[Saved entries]

- Opening Delimiter -

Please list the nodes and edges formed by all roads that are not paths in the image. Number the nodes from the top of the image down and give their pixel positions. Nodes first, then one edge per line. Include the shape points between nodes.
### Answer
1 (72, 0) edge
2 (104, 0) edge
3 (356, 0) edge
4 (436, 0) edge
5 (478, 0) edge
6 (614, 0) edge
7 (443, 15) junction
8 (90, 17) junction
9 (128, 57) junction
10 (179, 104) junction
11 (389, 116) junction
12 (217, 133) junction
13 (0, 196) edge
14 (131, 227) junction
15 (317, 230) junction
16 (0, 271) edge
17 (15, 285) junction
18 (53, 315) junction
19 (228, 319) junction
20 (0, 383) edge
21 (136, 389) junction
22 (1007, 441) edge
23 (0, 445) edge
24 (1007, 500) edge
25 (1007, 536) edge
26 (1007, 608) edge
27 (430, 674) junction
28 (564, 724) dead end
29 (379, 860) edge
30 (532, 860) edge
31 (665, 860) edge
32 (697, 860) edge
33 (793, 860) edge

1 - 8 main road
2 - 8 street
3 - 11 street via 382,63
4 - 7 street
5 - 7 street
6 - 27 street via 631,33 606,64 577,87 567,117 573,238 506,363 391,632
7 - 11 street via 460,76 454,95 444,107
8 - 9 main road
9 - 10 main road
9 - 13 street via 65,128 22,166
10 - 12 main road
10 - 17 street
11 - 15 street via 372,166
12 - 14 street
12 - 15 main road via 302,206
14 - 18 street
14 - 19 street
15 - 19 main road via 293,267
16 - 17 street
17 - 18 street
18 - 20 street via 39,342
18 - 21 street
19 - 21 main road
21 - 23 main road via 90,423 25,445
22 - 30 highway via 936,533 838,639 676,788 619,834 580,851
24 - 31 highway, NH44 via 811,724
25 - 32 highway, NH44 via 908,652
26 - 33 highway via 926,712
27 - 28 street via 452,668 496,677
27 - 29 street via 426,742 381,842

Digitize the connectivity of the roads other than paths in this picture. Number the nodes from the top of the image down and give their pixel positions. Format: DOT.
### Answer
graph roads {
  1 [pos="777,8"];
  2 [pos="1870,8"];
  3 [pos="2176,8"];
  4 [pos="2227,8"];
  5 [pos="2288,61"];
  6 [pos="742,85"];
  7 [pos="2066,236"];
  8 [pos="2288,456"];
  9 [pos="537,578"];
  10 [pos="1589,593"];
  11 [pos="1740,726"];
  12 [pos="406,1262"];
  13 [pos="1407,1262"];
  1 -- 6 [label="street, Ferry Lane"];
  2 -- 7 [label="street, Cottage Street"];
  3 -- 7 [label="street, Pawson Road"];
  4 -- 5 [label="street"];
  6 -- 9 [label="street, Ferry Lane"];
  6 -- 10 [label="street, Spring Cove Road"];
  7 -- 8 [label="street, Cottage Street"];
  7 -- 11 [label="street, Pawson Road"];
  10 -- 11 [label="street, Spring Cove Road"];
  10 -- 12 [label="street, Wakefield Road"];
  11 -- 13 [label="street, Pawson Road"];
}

- Closing Delimiter -

TASK TO CARRY OUT » Repeat the records exactly, leaving out none of them.

EXERCISE RESPONSE »
Please list the nodes and edges formed by all roads that are not paths in the image. Number the nodes from the top of the image down and give their pixel positions. Nodes first, then one edge per line. Include the shape points between nodes.
### Answer
1 (72, 0) edge
2 (104, 0) edge
3 (356, 0) edge
4 (436, 0) edge
5 (478, 0) edge
6 (614, 0) edge
7 (443, 15) junction
8 (90, 17) junction
9 (128, 57) junction
10 (179, 104) junction
11 (389, 116) junction
12 (217, 133) junction
13 (0, 196) edge
14 (131, 227) junction
15 (317, 230) junction
16 (0, 271) edge
17 (15, 285) junction
18 (53, 315) junction
19 (228, 319) junction
20 (0, 383) edge
21 (136, 389) junction
22 (1007, 441) edge
23 (0, 445) edge
24 (1007, 500) edge
25 (1007, 536) edge
26 (1007, 608) edge
27 (430, 674) junction
28 (564, 724) dead end
29 (379, 860) edge
30 (532, 860) edge
31 (665, 860) edge
32 (697, 860) edge
33 (793, 860) edge

1 - 8 main road
2 - 8 street
3 - 11 street via 382,63
4 - 7 street
5 - 7 street
6 - 27 street via 631,33 606,64 577,87 567,117 573,238 506,363 391,632
7 - 11 street via 460,76 454,95 444,107
8 - 9 main road
9 - 10 main road
9 - 13 street via 65,128 22,166
10 - 12 main road
10 - 17 street
11 - 15 street via 372,166
12 - 14 street
12 - 15 main road via 302,206
14 - 18 street
14 - 19 street
15 - 19 main road via 293,267
16 - 17 street
17 - 18 street
18 - 20 street via 39,342
18 - 21 street
19 - 21 main road
21 - 23 main road via 90,423 25,445
22 - 30 highway via 936,533 838,639 676,788 619,834 580,851
24 - 31 highway, NH44 via 811,724
25 - 32 highway, NH44 via 908,652
26 - 33 highway via 926,712
27 - 28 street via 452,668 496,677
27 - 29 street via 426,742 381,842

Digitize the connectivity of the roads other than paths in this picture. Number the nodes from the top of the image down and give their pixel positions. Format: DOT.
### Answer
graph roads {
  1 [pos="777,8"];
  2 [pos="1870,8"];
  3 [pos="2176,8"];
  4 [pos="2227,8"];
  5 [pos="2288,61"];
  6 [pos="742,85"];
  7 [pos="2066,236"];
  8 [pos="2288,456"];
  9 [pos="537,578"];
  10 [pos="1589,593"];
  11 [pos="1740,726"];
  12 [pos="406,1262"];
  13 [pos="1407,1262"];
  1 -- 6 [label="street, Ferry Lane"];
  2 -- 7 [label="street, Cottage Street"];
  3 -- 7 [label="street, Pawson Road"];
  4 -- 5 [label="street"];
  6 -- 9 [label="street, Ferry Lane"];
  6 -- 10 [label="street, Spring Cove Road"];
  7 -- 8 [label="street, Cottage Street"];
  7 -- 11 [label="street, Pawson Road"];
  10 -- 11 [label="street, Spring Cove Road"];
  10 -- 12 [label="street, Wakefield Road"];
  11 -- 13 [label="street, Pawson Road"];
}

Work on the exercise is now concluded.